There will be art that you haven’t expressed to the world. And there will be someone that you loved who’s now living their happily ever after with someone else because somewhere down the line you disappointed that person and all you could do now is to hope that they’re happy and that they find everything that they’re looking for.

There will be loneliness in your heart and some madness in your mind. And there will be places you wish you’ve been to when you still had your youth, but you were so busy saving up for some stuff that you thought would fill your void. And all you’re left now are some things that don’t carry memories—only sorrow for caring too much about what other people thought of you back then.

There will be a lot of things you’ve started but never dared to finish for the fear of failure and you’ll be shaking your head on why you had to worry so much like you had something to lose. And there will be lots of too late wishes like you could’ve been happier if you took more risks, if you were just more grateful with what you had back then, if you were just more playful with your gifts—you could’ve been living your dream instead of supporting someone else’s dream.

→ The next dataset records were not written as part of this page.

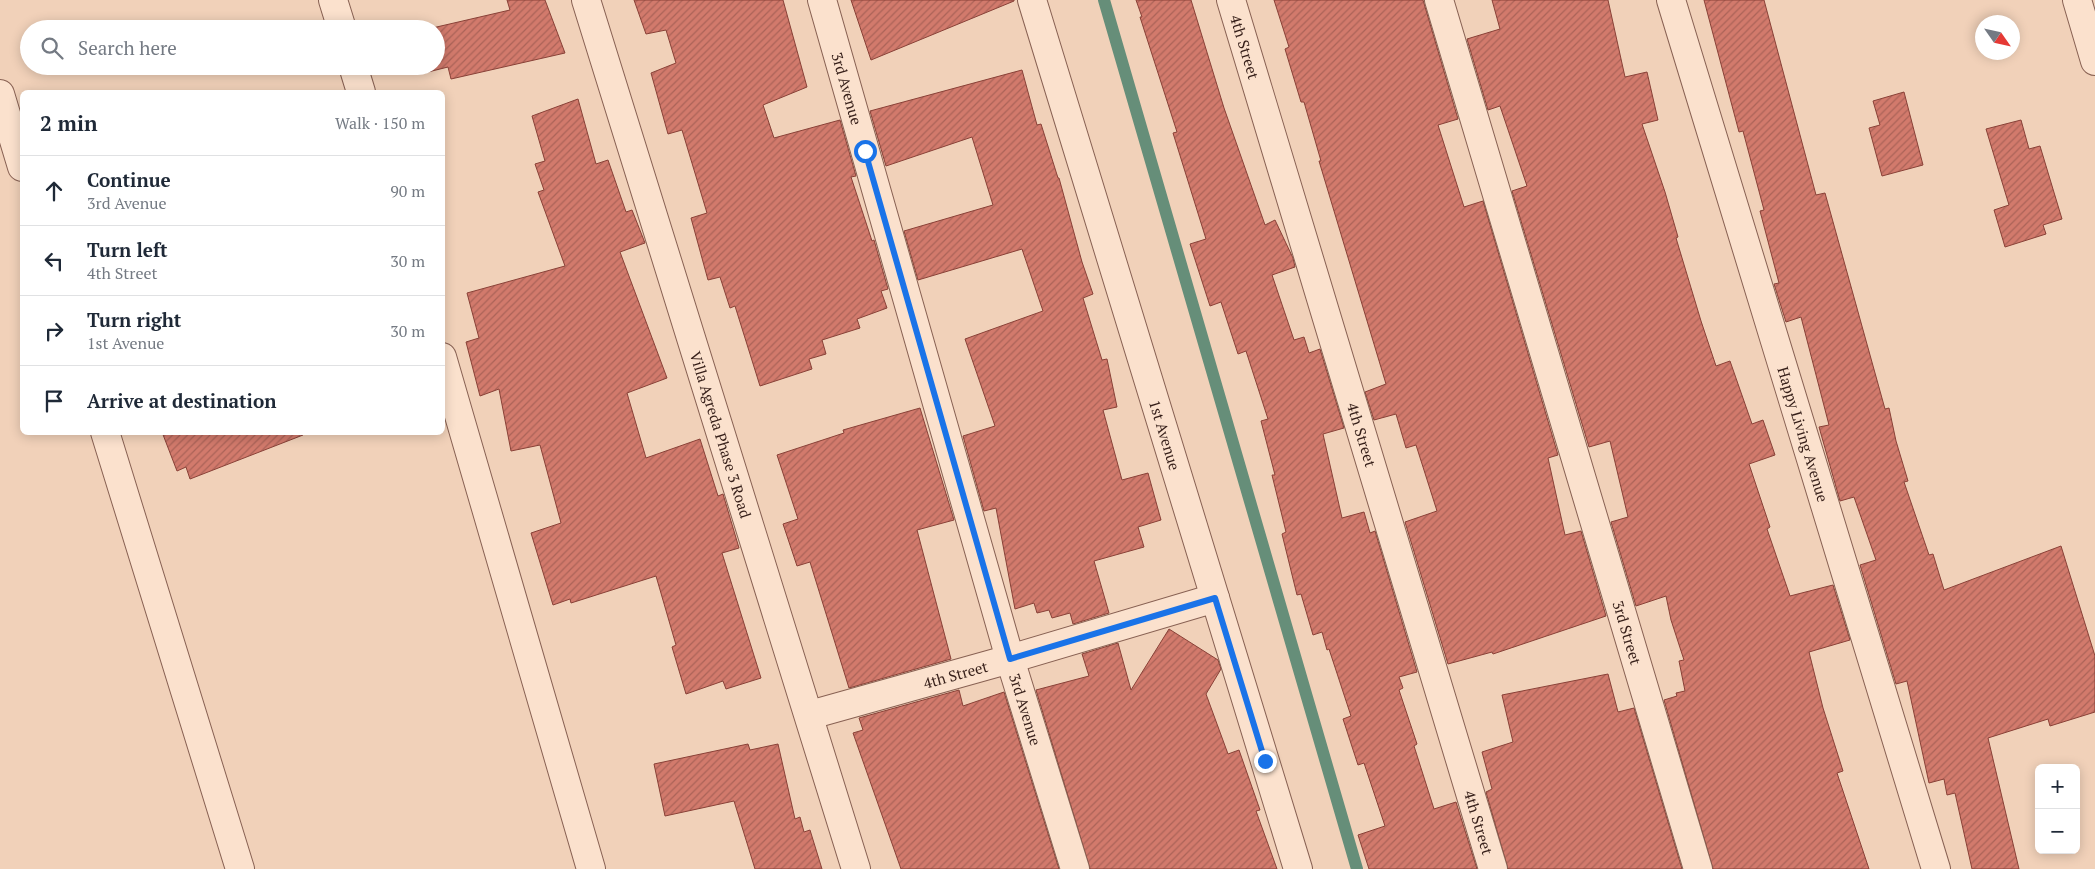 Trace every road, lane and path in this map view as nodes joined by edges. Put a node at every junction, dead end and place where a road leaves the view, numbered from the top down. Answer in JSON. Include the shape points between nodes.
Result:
{"nodes":[{"id":1,"x":333,"y":0,"type":"edge"},
{"id":2,"x":586,"y":0,"type":"edge"},
{"id":3,"x":822,"y":0,"type":"edge"},
{"id":4,"x":1032,"y":0,"type":"edge"},
{"id":5,"x":1231,"y":0,"type":"edge"},
{"id":6,"x":1439,"y":0,"type":"edge"},
{"id":7,"x":1671,"y":0,"type":"edge"},
{"id":8,"x":2076,"y":0,"type":"edge"},
{"id":9,"x":339,"y":20,"type":"edge"},
{"id":10,"x":2095,"y":61,"type":"edge"},
{"id":11,"x":356,"y":75,"type":"edge"},
{"id":12,"x":360,"y":90,"type":"edge"},
{"id":13,"x":0,"y":94,"type":"edge"},
{"id":14,"x":20,"y":160,"type":"edge"},
{"id":15,"x":445,"y":367,"type":"edge"},
{"id":16,"x":106,"y":435,"type":"edge"},
{"id":17,"x":1215,"y":598,"type":"junction"},
{"id":18,"x":1010,"y":659,"type":"junction"},
{"id":19,"x":810,"y":715,"type":"junction"},
{"id":20,"x":240,"y":869,"type":"edge"},
{"id":21,"x":591,"y":869,"type":"edge"},
{"id":22,"x":856,"y":869,"type":"edge"},
{"id":23,"x":1075,"y":869,"type":"edge"},
{"id":24,"x":1298,"y":869,"type":"edge"},
{"id":25,"x":1493,"y":869,"type":"edge"},
{"id":26,"x":1698,"y":869,"type":"edge"},
{"id":27,"x":1936,"y":869,"type":"edge"}],
"edges":[{"from":1,"to":9,"type":"street"},
{"from":2,"to":19,"type":"street","name":"Villa Agreda Phase 3 Road"},
{"from":3,"to":18,"type":"street","name":"3rd Avenue"},
{"from":4,"to":17,"type":"street","name":"1st Avenue"},
{"from":5,"to":25,"type":"street","name":"4th Street"},
{"from":6,"to":26,"type":"street","name":"3rd Street"},
{"from":7,"to":27,"type":"street","name":"Happy Living Avenue"},
{"from":8,"to":10,"type":"street"},
{"from":11,"to":12,"type":"street"},
{"from":13,"to":14,"type":"street"},
{"from":15,"to":21,"type":"street"},
{"from":16,"to":20,"type":"street"},
{"from":17,"to":18,"type":"street","name":"4th Street"},
{"from":17,"to":24,"type":"street","name":"1st Avenue"},
{"from":18,"to":19,"type":"street","name":"4th Street"},
{"from":18,"to":23,"type":"street","name":"3rd Avenue"},
{"from":19,"to":22,"type":"street","name":"Villa Agreda Phase 3 Road"}]}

If you’re reading this and you’re still young, you’ve got to fight for your existence. There will come a time when your life will flashback right before your very eyes. And I hope that you make good and meaningful decisions because at the end of the day it all boils down to your decisions for they are the little things that make you who you are and you are beautiful. Don’t let the concept of forever and having just one more chance stop you from becoming the person you want to be. Because there’s no forever and you only have one chance to play it all out until it becomes memory.